▼▼▼

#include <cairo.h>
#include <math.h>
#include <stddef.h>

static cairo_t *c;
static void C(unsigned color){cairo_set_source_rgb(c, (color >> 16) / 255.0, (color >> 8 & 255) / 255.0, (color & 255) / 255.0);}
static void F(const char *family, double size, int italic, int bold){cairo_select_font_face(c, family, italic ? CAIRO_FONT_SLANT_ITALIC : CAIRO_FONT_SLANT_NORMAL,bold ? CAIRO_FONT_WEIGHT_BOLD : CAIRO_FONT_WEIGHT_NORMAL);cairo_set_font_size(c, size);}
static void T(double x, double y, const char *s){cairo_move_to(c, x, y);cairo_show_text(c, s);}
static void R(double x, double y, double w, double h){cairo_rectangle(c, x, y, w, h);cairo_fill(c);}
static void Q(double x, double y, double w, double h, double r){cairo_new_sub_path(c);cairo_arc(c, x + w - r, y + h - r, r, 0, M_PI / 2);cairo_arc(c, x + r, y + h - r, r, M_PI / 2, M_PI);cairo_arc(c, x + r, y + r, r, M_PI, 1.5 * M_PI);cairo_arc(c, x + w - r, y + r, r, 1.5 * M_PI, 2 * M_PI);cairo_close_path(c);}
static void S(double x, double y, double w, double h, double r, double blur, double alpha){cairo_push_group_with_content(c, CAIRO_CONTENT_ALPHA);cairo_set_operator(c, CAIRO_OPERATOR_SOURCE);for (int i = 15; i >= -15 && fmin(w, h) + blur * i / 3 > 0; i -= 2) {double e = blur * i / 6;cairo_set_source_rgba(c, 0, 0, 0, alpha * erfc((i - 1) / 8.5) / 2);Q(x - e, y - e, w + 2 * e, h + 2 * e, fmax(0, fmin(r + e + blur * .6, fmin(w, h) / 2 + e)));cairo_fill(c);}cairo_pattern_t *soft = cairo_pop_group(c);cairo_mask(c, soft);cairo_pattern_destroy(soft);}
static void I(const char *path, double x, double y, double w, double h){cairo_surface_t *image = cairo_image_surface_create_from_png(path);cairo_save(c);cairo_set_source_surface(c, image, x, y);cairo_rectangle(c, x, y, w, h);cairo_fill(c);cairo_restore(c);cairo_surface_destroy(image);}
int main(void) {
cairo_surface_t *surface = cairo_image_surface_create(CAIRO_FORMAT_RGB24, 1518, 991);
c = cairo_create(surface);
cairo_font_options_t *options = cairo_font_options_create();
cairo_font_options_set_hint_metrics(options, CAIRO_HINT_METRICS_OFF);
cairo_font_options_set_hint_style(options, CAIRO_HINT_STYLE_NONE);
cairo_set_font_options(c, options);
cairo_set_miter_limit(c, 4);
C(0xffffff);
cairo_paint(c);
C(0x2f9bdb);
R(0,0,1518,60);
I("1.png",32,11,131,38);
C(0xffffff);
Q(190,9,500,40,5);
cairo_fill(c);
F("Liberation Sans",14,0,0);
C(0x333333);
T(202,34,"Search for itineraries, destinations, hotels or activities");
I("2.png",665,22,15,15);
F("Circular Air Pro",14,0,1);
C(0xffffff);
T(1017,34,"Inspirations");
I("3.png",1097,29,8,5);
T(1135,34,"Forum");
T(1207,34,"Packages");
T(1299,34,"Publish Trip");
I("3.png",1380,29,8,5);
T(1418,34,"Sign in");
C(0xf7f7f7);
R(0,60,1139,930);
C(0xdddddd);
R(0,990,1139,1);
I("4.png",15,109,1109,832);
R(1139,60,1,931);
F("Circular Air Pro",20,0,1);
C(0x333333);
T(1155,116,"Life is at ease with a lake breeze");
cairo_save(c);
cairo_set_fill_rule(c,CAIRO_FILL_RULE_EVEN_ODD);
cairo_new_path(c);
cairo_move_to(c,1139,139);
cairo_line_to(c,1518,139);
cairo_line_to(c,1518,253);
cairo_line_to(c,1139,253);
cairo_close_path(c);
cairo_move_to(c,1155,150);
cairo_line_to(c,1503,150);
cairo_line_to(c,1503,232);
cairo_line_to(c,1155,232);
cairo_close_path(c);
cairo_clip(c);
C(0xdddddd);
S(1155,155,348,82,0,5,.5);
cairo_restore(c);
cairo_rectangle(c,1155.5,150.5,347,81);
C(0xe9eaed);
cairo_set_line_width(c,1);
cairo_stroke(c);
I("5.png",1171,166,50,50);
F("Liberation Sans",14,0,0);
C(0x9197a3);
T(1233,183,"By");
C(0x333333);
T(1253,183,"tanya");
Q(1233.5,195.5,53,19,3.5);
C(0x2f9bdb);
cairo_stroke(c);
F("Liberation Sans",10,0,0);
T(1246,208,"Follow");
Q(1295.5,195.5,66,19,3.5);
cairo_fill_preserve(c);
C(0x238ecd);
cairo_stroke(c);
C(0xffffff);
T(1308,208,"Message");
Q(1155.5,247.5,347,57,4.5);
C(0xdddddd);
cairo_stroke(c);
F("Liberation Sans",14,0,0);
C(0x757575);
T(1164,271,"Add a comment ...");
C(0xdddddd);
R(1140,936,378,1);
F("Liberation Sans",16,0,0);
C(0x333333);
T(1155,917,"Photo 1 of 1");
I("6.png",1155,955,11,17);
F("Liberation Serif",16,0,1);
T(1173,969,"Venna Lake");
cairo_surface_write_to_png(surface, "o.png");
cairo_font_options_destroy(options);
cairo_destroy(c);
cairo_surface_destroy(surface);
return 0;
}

▲▲▲
▼▼▼

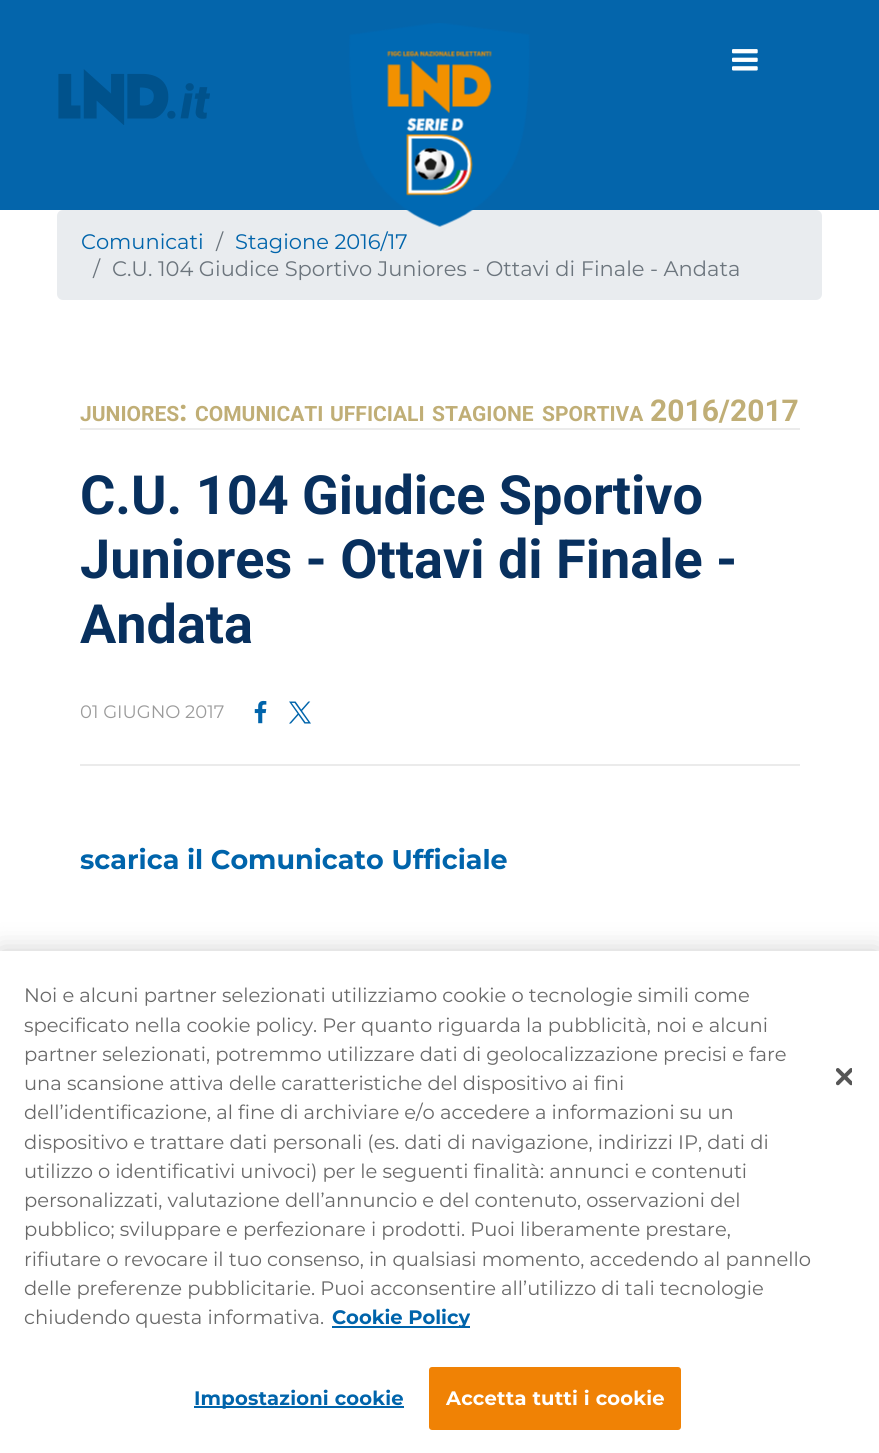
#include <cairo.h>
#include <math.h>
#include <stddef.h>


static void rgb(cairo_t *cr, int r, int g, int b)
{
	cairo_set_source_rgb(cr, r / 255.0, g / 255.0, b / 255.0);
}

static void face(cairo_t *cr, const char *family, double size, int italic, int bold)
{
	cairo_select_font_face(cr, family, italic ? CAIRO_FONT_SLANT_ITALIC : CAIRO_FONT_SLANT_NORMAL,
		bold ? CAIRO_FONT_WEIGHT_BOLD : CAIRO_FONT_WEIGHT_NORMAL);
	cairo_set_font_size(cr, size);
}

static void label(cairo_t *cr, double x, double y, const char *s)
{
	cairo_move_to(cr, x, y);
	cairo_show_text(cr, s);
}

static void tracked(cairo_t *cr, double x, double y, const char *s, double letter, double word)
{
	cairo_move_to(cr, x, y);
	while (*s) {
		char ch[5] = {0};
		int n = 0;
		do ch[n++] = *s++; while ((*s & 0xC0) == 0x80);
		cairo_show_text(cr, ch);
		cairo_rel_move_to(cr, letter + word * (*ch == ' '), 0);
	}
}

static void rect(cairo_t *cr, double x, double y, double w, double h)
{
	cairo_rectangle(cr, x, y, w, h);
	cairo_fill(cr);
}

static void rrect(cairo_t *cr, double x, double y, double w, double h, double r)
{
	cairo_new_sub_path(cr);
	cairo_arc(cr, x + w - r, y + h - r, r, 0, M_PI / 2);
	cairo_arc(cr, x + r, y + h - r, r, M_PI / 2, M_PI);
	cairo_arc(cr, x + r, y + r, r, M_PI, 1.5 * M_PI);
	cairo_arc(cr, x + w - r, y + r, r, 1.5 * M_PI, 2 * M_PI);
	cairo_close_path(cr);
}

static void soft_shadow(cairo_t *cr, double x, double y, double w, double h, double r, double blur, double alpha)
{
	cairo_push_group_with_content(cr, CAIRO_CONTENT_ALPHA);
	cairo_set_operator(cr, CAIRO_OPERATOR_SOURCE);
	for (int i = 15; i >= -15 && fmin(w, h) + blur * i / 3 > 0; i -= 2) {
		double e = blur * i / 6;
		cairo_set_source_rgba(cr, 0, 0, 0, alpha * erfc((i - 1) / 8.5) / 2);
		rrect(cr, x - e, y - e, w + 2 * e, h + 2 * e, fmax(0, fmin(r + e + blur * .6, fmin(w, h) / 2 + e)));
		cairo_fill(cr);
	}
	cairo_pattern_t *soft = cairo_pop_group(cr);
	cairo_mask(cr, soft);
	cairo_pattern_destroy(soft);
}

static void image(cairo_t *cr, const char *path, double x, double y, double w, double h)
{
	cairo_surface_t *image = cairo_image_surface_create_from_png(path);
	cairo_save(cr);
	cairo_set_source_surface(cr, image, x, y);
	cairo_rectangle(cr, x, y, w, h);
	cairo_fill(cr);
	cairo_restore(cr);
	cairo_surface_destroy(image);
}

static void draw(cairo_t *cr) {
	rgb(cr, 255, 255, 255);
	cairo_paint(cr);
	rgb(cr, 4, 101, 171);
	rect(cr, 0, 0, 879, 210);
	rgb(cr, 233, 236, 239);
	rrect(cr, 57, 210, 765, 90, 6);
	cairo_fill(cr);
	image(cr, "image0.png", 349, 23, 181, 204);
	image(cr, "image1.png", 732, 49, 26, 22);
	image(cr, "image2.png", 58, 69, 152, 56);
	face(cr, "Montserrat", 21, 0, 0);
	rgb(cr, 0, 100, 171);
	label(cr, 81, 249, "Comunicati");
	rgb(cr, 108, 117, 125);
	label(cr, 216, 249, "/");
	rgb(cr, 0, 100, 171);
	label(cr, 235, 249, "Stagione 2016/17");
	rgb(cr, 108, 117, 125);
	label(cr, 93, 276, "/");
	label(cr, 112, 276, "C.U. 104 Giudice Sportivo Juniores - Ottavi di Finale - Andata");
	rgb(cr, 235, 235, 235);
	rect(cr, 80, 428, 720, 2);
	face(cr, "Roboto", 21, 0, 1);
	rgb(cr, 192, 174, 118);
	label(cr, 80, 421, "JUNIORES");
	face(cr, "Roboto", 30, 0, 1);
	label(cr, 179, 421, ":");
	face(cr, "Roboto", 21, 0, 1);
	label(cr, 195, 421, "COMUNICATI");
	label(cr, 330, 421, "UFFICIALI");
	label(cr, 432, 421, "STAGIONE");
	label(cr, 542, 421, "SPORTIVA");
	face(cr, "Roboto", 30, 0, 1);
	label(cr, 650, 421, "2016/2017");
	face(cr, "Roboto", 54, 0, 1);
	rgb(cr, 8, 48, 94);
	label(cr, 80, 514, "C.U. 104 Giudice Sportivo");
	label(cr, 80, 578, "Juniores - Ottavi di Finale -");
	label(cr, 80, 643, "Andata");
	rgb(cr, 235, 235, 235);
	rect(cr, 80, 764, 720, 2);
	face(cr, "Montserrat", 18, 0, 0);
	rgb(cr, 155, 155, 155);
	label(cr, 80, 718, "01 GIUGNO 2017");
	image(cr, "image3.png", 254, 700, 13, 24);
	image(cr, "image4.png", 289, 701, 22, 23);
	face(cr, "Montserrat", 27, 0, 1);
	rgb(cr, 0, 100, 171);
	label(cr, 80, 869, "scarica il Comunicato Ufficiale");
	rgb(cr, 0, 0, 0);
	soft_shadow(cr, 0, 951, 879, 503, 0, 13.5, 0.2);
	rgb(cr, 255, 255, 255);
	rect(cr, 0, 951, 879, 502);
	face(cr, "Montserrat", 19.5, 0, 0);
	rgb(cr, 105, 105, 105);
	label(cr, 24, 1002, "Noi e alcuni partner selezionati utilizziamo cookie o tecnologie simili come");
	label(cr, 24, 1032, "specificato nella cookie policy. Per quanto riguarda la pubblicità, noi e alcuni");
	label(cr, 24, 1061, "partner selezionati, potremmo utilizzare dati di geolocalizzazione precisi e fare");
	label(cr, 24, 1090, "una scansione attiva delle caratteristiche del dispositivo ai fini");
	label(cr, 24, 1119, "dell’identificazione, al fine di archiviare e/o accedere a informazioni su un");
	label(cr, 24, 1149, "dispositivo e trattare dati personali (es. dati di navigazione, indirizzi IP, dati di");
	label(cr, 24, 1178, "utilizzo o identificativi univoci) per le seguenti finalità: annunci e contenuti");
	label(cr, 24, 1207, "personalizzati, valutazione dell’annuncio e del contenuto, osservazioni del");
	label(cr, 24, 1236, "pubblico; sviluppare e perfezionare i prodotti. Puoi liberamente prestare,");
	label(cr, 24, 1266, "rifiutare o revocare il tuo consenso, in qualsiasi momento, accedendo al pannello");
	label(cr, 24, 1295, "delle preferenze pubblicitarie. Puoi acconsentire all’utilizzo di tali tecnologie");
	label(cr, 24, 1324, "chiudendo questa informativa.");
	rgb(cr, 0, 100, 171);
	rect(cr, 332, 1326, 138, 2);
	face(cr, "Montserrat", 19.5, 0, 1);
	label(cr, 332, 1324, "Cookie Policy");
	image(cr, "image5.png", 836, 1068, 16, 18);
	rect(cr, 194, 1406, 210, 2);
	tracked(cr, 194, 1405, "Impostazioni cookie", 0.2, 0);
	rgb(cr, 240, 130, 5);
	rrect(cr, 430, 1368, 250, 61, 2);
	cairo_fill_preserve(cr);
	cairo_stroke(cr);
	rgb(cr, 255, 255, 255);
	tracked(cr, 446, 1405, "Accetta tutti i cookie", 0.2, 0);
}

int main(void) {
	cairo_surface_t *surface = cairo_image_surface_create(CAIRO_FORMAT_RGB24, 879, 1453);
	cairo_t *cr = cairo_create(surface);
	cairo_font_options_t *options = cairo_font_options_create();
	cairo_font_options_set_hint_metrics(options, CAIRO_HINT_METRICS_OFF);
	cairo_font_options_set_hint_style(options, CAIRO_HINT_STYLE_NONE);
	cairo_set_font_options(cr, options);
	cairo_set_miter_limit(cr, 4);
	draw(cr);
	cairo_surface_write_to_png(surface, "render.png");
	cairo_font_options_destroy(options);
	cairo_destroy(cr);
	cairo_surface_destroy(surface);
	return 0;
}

▲▲▲

Exercise requirements>
Here the job is to set down exactly the lines of the material above that fall between the one with "cairo_push_group_with_content(cr, CAIRO_CONTENT_ALPHA);" and the one with "cairo_set_source_surface(cr, image, x, y);", inclusive, and nothing beyond them.

Answer area>
	cairo_push_group_with_content(cr, CAIRO_CONTENT_ALPHA);
	cairo_set_operator(cr, CAIRO_OPERATOR_SOURCE);
	for (int i = 15; i >= -15 && fmin(w, h) + blur * i / 3 > 0; i -= 2) {
		double e = blur * i / 6;
		cairo_set_source_rgba(cr, 0, 0, 0, alpha * erfc((i - 1) / 8.5) / 2);
		rrect(cr, x - e, y - e, w + 2 * e, h + 2 * e, fmax(0, fmin(r + e + blur * .6, fmin(w, h) / 2 + e)));
		cairo_fill(cr);
	}
	cairo_pattern_t *soft = cairo_pop_group(cr);
	cairo_mask(cr, soft);
	cairo_pattern_destroy(soft);
}

static void image(cairo_t *cr, const char *path, double x, double y, double w, double h)
{
	cairo_surface_t *image = cairo_image_surface_create_from_png(path);
	cairo_save(cr);
	cairo_set_source_surface(cr, image, x, y);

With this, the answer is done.